Il faut guetter quelques détours de phrases pour entendre des amorces de réflexion. François Hollande aborde rapidement la nécessité de ne pas continuer à mettre l'Iran à l'écart de la résolution des conflits dans la région ("C'est vrai que la crise irakienne démontre que nos préoccupations ne divergent pas toujours avec l'Iran et que ce pays peut être un interlocuteur (...) La France est prête à considérer l'Iran comme tel."). Par contre, le président ne reconnaît que du bout des lèvres que la Russie est un interlocuteur essentiel ("J'ai dit plusieurs fois à Vladimir POUTINE que la France et l'Union européenne souhaitaient poursuivre l'approfondissement de nos relations avec la Russie. Parce que la Russie est un grand pays, parce que la Russie a également son destin sur le continent européen et qu'il y a un lien historique, culturel, économique entre la Russie et la France. Mais, aujourd'hui, la crise ukrainienne est un blocage.").

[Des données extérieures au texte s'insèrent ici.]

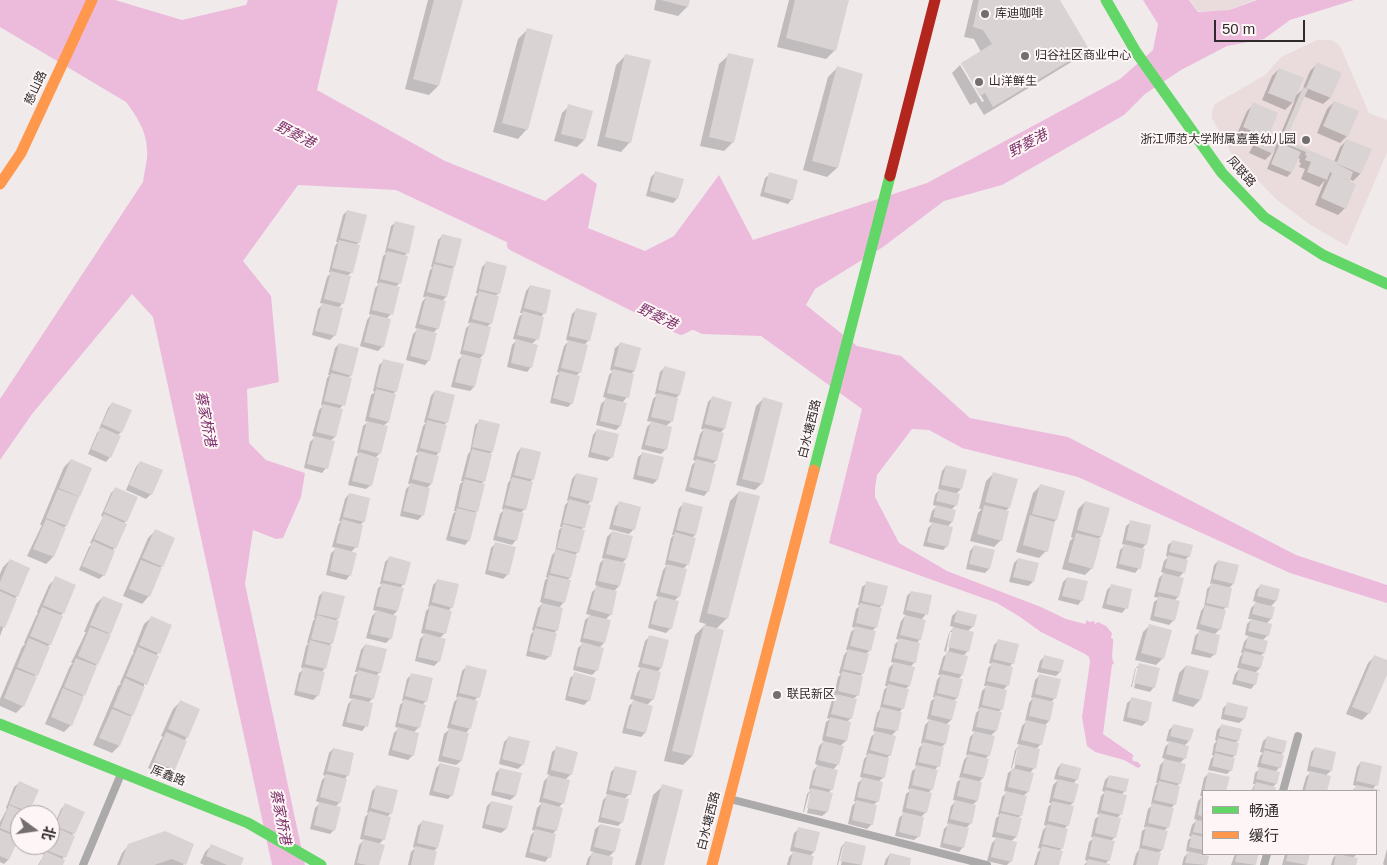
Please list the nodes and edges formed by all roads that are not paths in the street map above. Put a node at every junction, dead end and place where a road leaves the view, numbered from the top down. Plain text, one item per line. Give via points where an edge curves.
1 (92, 0) edge
2 (935, 0) edge
3 (1106, 0) edge
4 (0, 184) edge
5 (1387, 284) edge
6 (0, 724) edge
7 (1298, 736) dead end
8 (122, 772) junction
9 (1283, 790) edge
10 (729, 799) junction
11 (317, 863) edge
12 (83, 865) edge
13 (712, 865) edge
14 (987, 865) edge

1 - 4 street, 慈山路 via 21,153
2 - 10 street, 白水塘西路
3 - 5 street, 凤联路 via 1165,95 1222,173 1264,217 1323,255
6 - 8 street, 厍鑫路
7 - 9 lane
8 - 11 street, 厍鑫路 via 248,823
8 - 12 lane
10 - 13 street, 白水塘西路
10 - 14 lane

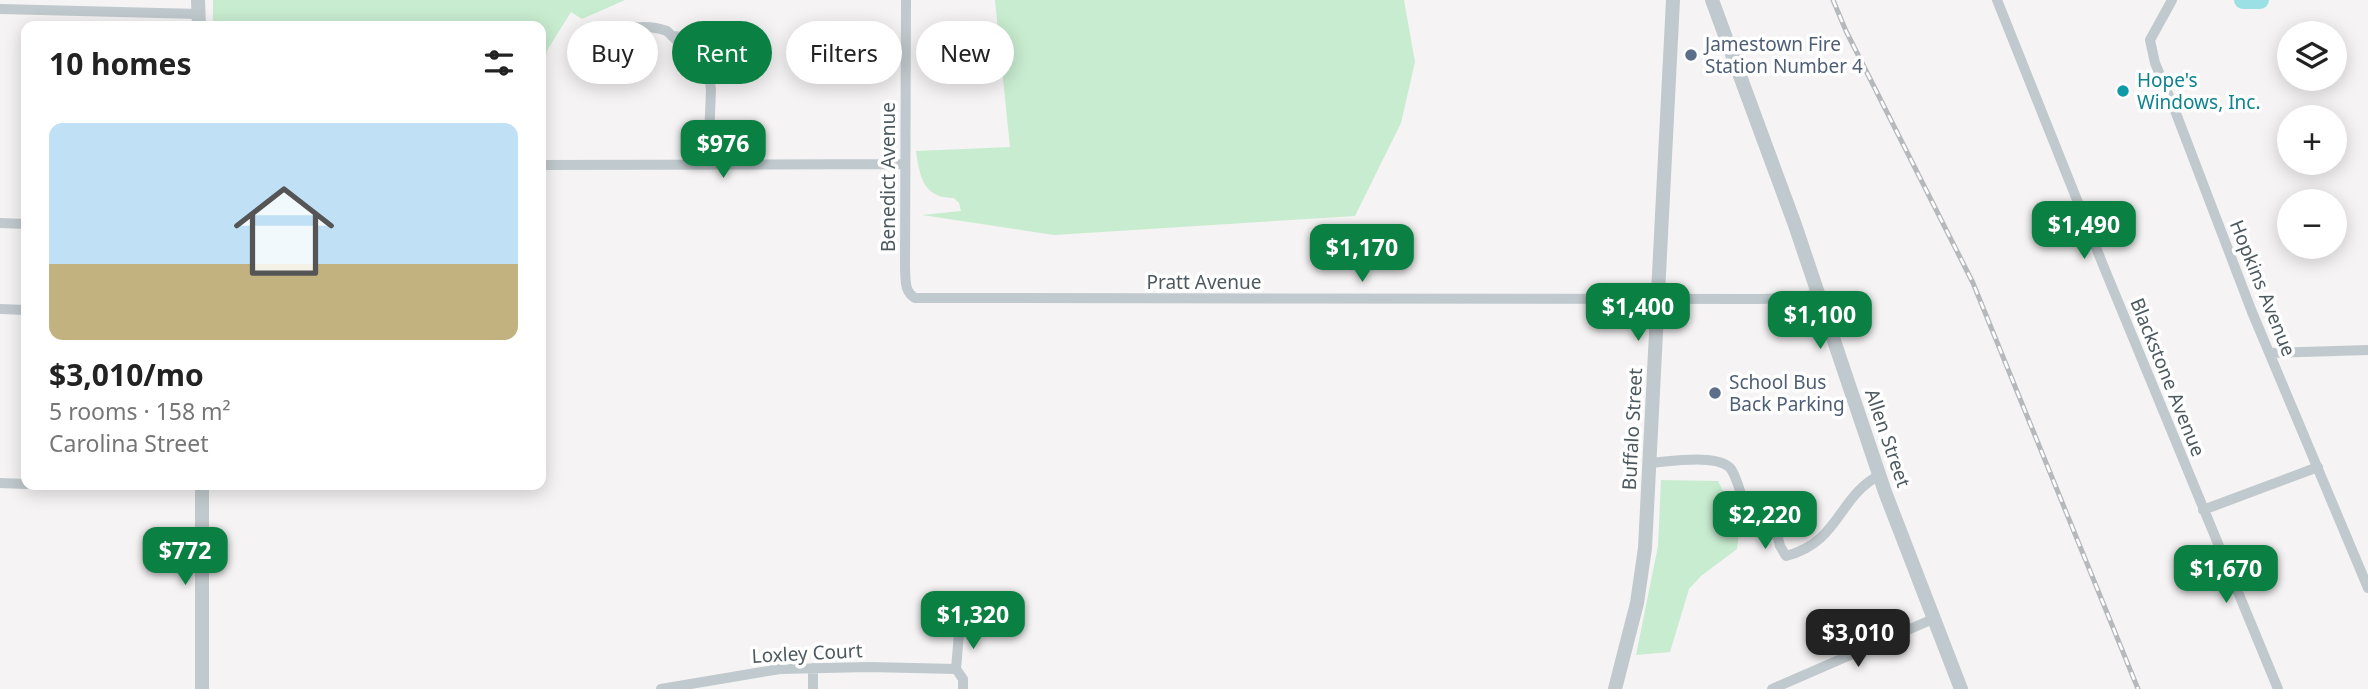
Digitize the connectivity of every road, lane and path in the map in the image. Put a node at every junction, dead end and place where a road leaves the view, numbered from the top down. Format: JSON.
{"nodes":[{"id":1,"x":906,"y":0,"type":"edge"},
{"id":2,"x":1673,"y":0,"type":"edge"},
{"id":3,"x":1712,"y":0,"type":"edge"},
{"id":4,"x":1997,"y":0,"type":"edge"},
{"id":5,"x":2172,"y":0,"type":"edge"},
{"id":6,"x":0,"y":9,"type":"edge"},
{"id":7,"x":198,"y":14,"type":"edge"},
{"id":8,"x":658,"y":29,"type":"edge"},
{"id":9,"x":672,"y":36,"type":"edge"},
{"id":10,"x":710,"y":84,"type":"edge"},
{"id":11,"x":708,"y":164,"type":"junction"},
{"id":12,"x":905,"y":164,"type":"junction"},
{"id":13,"x":546,"y":165,"type":"edge"},
{"id":14,"x":0,"y":223,"type":"edge"},
{"id":15,"x":21,"y":223,"type":"edge"},
{"id":16,"x":905,"y":269,"type":"joint"},
{"id":17,"x":1819,"y":294,"type":"junction"},
{"id":18,"x":1657,"y":299,"type":"junction"},
{"id":19,"x":0,"y":309,"type":"edge"},
{"id":20,"x":21,"y":310,"type":"edge"},
{"id":21,"x":2368,"y":350,"type":"edge"},
{"id":22,"x":2270,"y":353,"type":"junction"},
{"id":23,"x":1649,"y":463,"type":"junction"},
{"id":24,"x":2318,"y":467,"type":"junction"},
{"id":25,"x":1880,"y":475,"type":"junction"},
{"id":26,"x":0,"y":483,"type":"edge"},
{"id":27,"x":21,"y":484,"type":"edge"},
{"id":28,"x":202,"y":490,"type":"edge"},
{"id":29,"x":2203,"y":510,"type":"junction"},
{"id":30,"x":2368,"y":588,"type":"edge"},
{"id":31,"x":961,"y":610,"type":"dead end"},
{"id":32,"x":1933,"y":619,"type":"junction"},
{"id":33,"x":813,"y":668,"type":"junction"},
{"id":34,"x":956,"y":669,"type":"junction"},
{"id":35,"x":202,"y":689,"type":"edge"},
{"id":36,"x":661,"y":689,"type":"edge"},
{"id":37,"x":813,"y":689,"type":"edge"},
{"id":38,"x":962,"y":689,"type":"edge"},
{"id":39,"x":1615,"y":689,"type":"edge"},
{"id":40,"x":1772,"y":689,"type":"edge"},
{"id":41,"x":1961,"y":689,"type":"edge"},
{"id":42,"x":2278,"y":689,"type":"edge"}],
"edges":[{"from":1,"to":12,"type":"street","name":"Benedict Avenue"},
{"from":2,"to":18,"type":"street","name":"Buffalo Street"},
{"from":3,"to":17,"type":"street","name":"Allen Street"},
{"from":4,"to":29,"type":"street","name":"Blackstone Avenue"},
{"from":5,"to":22,"type":"street","name":"Hopkins Avenue"},
{"from":6,"to":7,"type":"street"},
{"from":8,"to":9,"type":"street"},
{"from":10,"to":11,"type":"street"},
{"from":11,"to":12,"type":"street"},
{"from":11,"to":13,"type":"street"},
{"from":12,"to":16,"type":"street","name":"Benedict Avenue"},
{"from":14,"to":15,"type":"street"},
{"from":16,"to":18,"type":"street","name":"Pratt Avenue"},
{"from":17,"to":18,"type":"street","name":"Pratt Avenue"},
{"from":17,"to":25,"type":"street","name":"Allen Street"},
{"from":18,"to":23,"type":"street","name":"Buffalo Street"},
{"from":19,"to":20,"type":"street"},
{"from":21,"to":22,"type":"street"},
{"from":22,"to":24,"type":"street","name":"Hopkins Avenue"},
{"from":23,"to":25,"type":"street"},
{"from":23,"to":39,"type":"street","name":"Buffalo Street"},
{"from":24,"to":29,"type":"street"},
{"from":24,"to":30,"type":"street","name":"Hopkins Avenue"},
{"from":25,"to":32,"type":"street","name":"Allen Street"},
{"from":26,"to":27,"type":"street"},
{"from":28,"to":35,"type":"street"},
{"from":29,"to":42,"type":"street","name":"Blackstone Avenue"},
{"from":31,"to":34,"type":"street"},
{"from":32,"to":40,"type":"street"},
{"from":32,"to":41,"type":"street","name":"Allen Street"},
{"from":33,"to":34,"type":"street","name":"Loxley Court"},
{"from":33,"to":36,"type":"street","name":"Loxley Court"},
{"from":33,"to":37,"type":"street"},
{"from":34,"to":38,"type":"street"}]}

Par contre, concernant le conflit israélo-palestinien, François Hollande essaie de revenir sur son attitude jugée par beaucoup trop tiède. Il affirme que "C'est le chemin de la paix qu'il convient de retrouver. Au plus vite. Chacun en connaît les conditions et les paramètres. Je vais les répéter : un État palestinien démocratique et viable, vivant aux côtés de l'État d'Israël en sécurité". Il propose que l'Europe s'engage plus fortement : "elle doit agir et utiliser tout le potentiel, par exemple, de l'initiative arabe de paix. Elle n'a pas été suffisamment prise en compte depuis 2002. C'est l'Europe qui fait beaucoup pour reconstruire, développer la Palestine. C'est l'Europe qui doit aussi faire pression, sur les uns et sur les autres, et ne pas être simplement un guichet vers lequel on s'adresse pour effacer les plaies de conflits récurrents". Mais pour que cet appel soit entendu dans une Europe aux positions si diverses, il faudra plus qu'un discours : il faudra des initiatives politiques fortes. François Hollande le voudra-t-il ?
Il revenait à Laurent Fabius lors de la clôture, d'essayer de montrer quelles cohérences et analyses de la situation internationales sous-tendaient le long égrenage des positions présidentielles. Il l'a fait en s'efforçant de re-"gauchir" le discours présidentiel, en justifiant par exemple "le choix par le président de la République de l’action, parfois de l’intervention, dès lors que celles-ci sont nécessaires et conformes au droit international, par exemple au Mali ou en Centrafrique. (...)D’où aussi notre action constante pour rechercher une paix durable entre Israël et les Palestiniens"...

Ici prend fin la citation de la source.